La cottura, la maggiore o minore compattezza della pasta, il lievito, faranno che all'uscita dal forno le ciambelle non saranno uguali fra loro. Ve ne sarà taluna con un grosso buco rotondo, taluna oblungo, un po' più piccolo, più ovale, taluna ne uscirà addirittura senza, otturata. Ve ne sarà una infine nella quale il buco sarà rimasto impercettibile, appena si può vederlo se si pone la ciambella contro la luce. Un raggio solo vi può penetrare.
La natura, che tutti lodano maestra di perfezione, mio caro signor Perelà, non è meno manuale del dolciere che fa le ciambelle, e gli uomini, per quanto si assomiglino tutti fra loro, portano addosso le più strane diversità. Ebbene, quella ciambella dove appena un raggio poteva penetrare.... sono proprio io, io signor Perelà sono quella ciambella.
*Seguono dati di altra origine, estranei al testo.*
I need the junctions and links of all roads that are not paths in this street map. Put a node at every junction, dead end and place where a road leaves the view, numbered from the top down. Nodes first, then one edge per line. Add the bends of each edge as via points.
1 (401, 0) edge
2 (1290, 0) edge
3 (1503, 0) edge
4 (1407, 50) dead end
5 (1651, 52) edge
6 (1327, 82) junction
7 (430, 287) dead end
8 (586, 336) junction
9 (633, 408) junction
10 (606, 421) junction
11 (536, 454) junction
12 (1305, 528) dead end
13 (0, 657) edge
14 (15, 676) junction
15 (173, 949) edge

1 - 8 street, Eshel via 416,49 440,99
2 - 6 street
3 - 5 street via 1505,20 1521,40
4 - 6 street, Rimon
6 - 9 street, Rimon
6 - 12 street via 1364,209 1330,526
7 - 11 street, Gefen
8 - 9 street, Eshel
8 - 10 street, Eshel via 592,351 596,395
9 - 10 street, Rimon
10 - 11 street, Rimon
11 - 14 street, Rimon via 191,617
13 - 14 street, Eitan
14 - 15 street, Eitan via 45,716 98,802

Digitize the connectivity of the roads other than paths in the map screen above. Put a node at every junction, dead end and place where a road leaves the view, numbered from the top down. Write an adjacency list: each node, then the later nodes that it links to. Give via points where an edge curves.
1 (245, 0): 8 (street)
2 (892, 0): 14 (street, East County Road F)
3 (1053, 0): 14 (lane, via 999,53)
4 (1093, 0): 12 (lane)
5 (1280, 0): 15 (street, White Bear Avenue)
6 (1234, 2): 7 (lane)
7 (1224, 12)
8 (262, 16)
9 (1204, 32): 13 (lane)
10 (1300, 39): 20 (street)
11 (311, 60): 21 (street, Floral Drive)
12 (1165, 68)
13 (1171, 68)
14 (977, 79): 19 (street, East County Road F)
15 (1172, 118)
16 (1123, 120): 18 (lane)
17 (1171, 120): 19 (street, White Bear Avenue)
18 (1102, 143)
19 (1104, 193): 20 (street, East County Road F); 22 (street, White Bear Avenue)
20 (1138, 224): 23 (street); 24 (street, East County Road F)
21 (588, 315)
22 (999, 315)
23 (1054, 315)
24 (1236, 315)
— Non è vero che è carina?
— A me questa storiella fa sempre tanto ridere.
— A me dà però allo stomaco la faccenda di Carlomignolo.
— Avanti dite, dite, come fu che incontraste Carlomignolo.
— È colla parola della scienza che io vi parlo signor Perelà. La mattina dopo le nozze, il mio matrimonio fu sciolto legalmente. Io fui sulle bocche di tutti, e dovei allontanarmi per qualche tempo dal mio paese.
La mia buona madre mi portò a viaggiare per distrarmi.